## Problem description:
A word-for-word copy of every entry below is required; the images do not belong in it.

## Data for review:

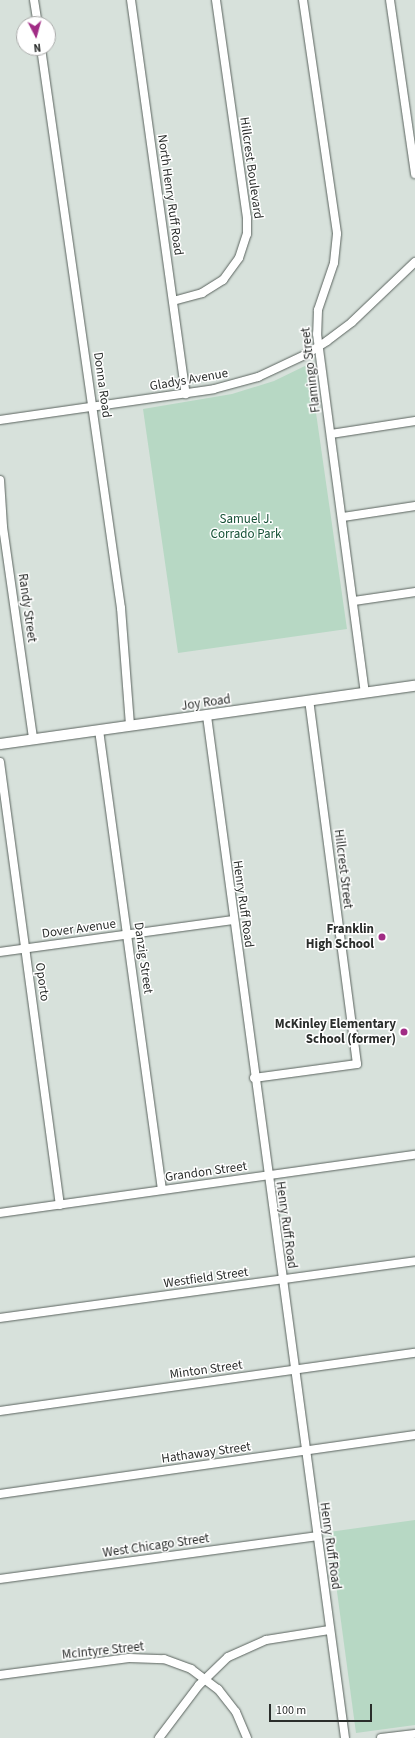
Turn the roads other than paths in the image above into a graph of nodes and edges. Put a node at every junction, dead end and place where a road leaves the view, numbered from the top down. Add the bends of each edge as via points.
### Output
1 (34, 0) edge
2 (130, 0) edge
3 (216, 0) edge
4 (303, 0) edge
5 (390, 0) edge
6 (37, 16) edge
7 (42, 56) edge
8 (415, 174) edge
9 (415, 262) edge
10 (173, 301) junction
11 (318, 346) junction
12 (186, 394) junction
13 (92, 406) junction
14 (0, 420) edge
15 (415, 421) edge
16 (331, 434) junction
17 (0, 480) edge
18 (415, 506) edge
19 (343, 517) junction
20 (415, 592) edge
21 (354, 601) junction
22 (415, 686) edge
23 (365, 693) junction
24 (309, 701) junction
25 (206, 716) junction
26 (130, 726) junction
27 (99, 730) junction
28 (33, 739) junction
29 (0, 744) edge
30 (0, 762) edge
31 (233, 920) junction
32 (127, 934) junction
33 (25, 948) junction
34 (0, 952) edge
35 (254, 1078) junction
36 (415, 1156) edge
37 (267, 1176) junction
38 (162, 1190) junction
39 (60, 1205) junction
40 (0, 1213) edge
41 (415, 1261) edge
42 (281, 1279) junction
43 (0, 1318) edge
44 (415, 1353) edge
45 (294, 1369) junction
46 (0, 1411) edge
47 (415, 1435) edge
48 (304, 1450) junction
49 (0, 1494) edge
50 (316, 1536) junction
51 (0, 1579) edge
52 (329, 1630) junction
53 (0, 1675) edge
54 (205, 1678) junction
55 (415, 1734) edge
56 (159, 1738) edge
57 (247, 1738) edge
58 (345, 1738) edge
59 (381, 1738) edge

1 - 6 street
2 - 10 street, North Henry Ruff Road
3 - 10 street, Hillcrest Boulevard via 247,218 247,234 239,258 223,280 202,293
4 - 11 street, Flamingo Street via 336,234 334,263 318,310
5 - 8 street
7 - 13 street, Donna Road
9 - 11 street, Gladys Avenue via 352,322
10 - 12 street, North Henry Ruff Road
11 - 12 street, Gladys Avenue via 305,356 258,377 231,386
11 - 16 street, Flamingo Street
12 - 13 street, Gladys Avenue
13 - 14 street, Gladys Avenue
13 - 26 street, Donna Road via 123,626
15 - 16 street
16 - 19 street, Flamingo Street
17 - 28 street, Randy Street
18 - 19 street
19 - 21 street, Flamingo Street
20 - 21 street
21 - 23 street, Flamingo Street
22 - 23 street, Joy Road
23 - 24 street, Joy Road
24 - 25 street, Joy Road
24 - 35 street, Hillcrest Street via 357,1064
25 - 26 street, Joy Road
25 - 31 street, Henry Ruff Road
26 - 27 street, Joy Road
27 - 28 street, Joy Road
27 - 32 street, Danzig Street
28 - 29 street, Joy Road
30 - 33 street, Oporto
31 - 32 street, Dover Avenue
31 - 35 street, Henry Ruff Road
32 - 33 street, Dover Avenue
32 - 38 street, Danzig Street
33 - 34 street, Dover Avenue
33 - 39 street, Oporto
35 - 37 street, Henry Ruff Road
36 - 37 street, Grandon Street
37 - 38 street, Grandon Street
37 - 42 street, Henry Ruff Road
38 - 39 street, Grandon Street
39 - 40 street, Grandon Street
41 - 42 street, Westfield Street
42 - 43 street, Westfield Street
42 - 45 street, Henry Ruff Road
44 - 45 street, Minton Street
45 - 46 street, Minton Street
45 - 48 street, Henry Ruff Road
47 - 48 street, Hathaway Street
48 - 49 street, Hathaway Street
48 - 50 street, Henry Ruff Road
50 - 51 street, West Chicago Street
50 - 52 street, Henry Ruff Road
52 - 54 street via 276,1637 254,1643 228,1657
52 - 58 street, Henry Ruff Road
53 - 54 street, McIntyre Street via 146,1657 177,1664
54 - 56 street
54 - 57 street, McIntyre Street via 231,1705
55 - 59 street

## Task response:
Turn the roads other than paths in the image above into a graph of nodes and edges. Put a node at every junction, dead end and place where a road leaves the view, numbered from the top down. Add the bends of each edge as via points.
### Output
1 (34, 0) edge
2 (130, 0) edge
3 (216, 0) edge
4 (303, 0) edge
5 (390, 0) edge
6 (37, 16) edge
7 (42, 56) edge
8 (415, 174) edge
9 (415, 262) edge
10 (173, 301) junction
11 (318, 346) junction
12 (186, 394) junction
13 (92, 406) junction
14 (0, 420) edge
15 (415, 421) edge
16 (331, 434) junction
17 (0, 480) edge
18 (415, 506) edge
19 (343, 517) junction
20 (415, 592) edge
21 (354, 601) junction
22 (415, 686) edge
23 (365, 693) junction
24 (309, 701) junction
25 (206, 716) junction
26 (130, 726) junction
27 (99, 730) junction
28 (33, 739) junction
29 (0, 744) edge
30 (0, 762) edge
31 (233, 920) junction
32 (127, 934) junction
33 (25, 948) junction
34 (0, 952) edge
35 (254, 1078) junction
36 (415, 1156) edge
37 (267, 1176) junction
38 (162, 1190) junction
39 (60, 1205) junction
40 (0, 1213) edge
41 (415, 1261) edge
42 (281, 1279) junction
43 (0, 1318) edge
44 (415, 1353) edge
45 (294, 1369) junction
46 (0, 1411) edge
47 (415, 1435) edge
48 (304, 1450) junction
49 (0, 1494) edge
50 (316, 1536) junction
51 (0, 1579) edge
52 (329, 1630) junction
53 (0, 1675) edge
54 (205, 1678) junction
55 (415, 1734) edge
56 (159, 1738) edge
57 (247, 1738) edge
58 (345, 1738) edge
59 (381, 1738) edge

1 - 6 street
2 - 10 street, North Henry Ruff Road
3 - 10 street, Hillcrest Boulevard via 247,218 247,234 239,258 223,280 202,293
4 - 11 street, Flamingo Street via 336,234 334,263 318,310
5 - 8 street
7 - 13 street, Donna Road
9 - 11 street, Gladys Avenue via 352,322
10 - 12 street, North Henry Ruff Road
11 - 12 street, Gladys Avenue via 305,356 258,377 231,386
11 - 16 street, Flamingo Street
12 - 13 street, Gladys Avenue
13 - 14 street, Gladys Avenue
13 - 26 street, Donna Road via 123,626
15 - 16 street
16 - 19 street, Flamingo Street
17 - 28 street, Randy Street
18 - 19 street
19 - 21 street, Flamingo Street
20 - 21 street
21 - 23 street, Flamingo Street
22 - 23 street, Joy Road
23 - 24 street, Joy Road
24 - 25 street, Joy Road
24 - 35 street, Hillcrest Street via 357,1064
25 - 26 street, Joy Road
25 - 31 street, Henry Ruff Road
26 - 27 street, Joy Road
27 - 28 street, Joy Road
27 - 32 street, Danzig Street
28 - 29 street, Joy Road
30 - 33 street, Oporto
31 - 32 street, Dover Avenue
31 - 35 street, Henry Ruff Road
32 - 33 street, Dover Avenue
32 - 38 street, Danzig Street
33 - 34 street, Dover Avenue
33 - 39 street, Oporto
35 - 37 street, Henry Ruff Road
36 - 37 street, Grandon Street
37 - 38 street, Grandon Street
37 - 42 street, Henry Ruff Road
38 - 39 street, Grandon Street
39 - 40 street, Grandon Street
41 - 42 street, Westfield Street
42 - 43 street, Westfield Street
42 - 45 street, Henry Ruff Road
44 - 45 street, Minton Street
45 - 46 street, Minton Street
45 - 48 street, Henry Ruff Road
47 - 48 street, Hathaway Street
48 - 49 street, Hathaway Street
48 - 50 street, Henry Ruff Road
50 - 51 street, West Chicago Street
50 - 52 street, Henry Ruff Road
52 - 54 street via 276,1637 254,1643 228,1657
52 - 58 street, Henry Ruff Road
53 - 54 street, McIntyre Street via 146,1657 177,1664
54 - 56 street
54 - 57 street, McIntyre Street via 231,1705
55 - 59 street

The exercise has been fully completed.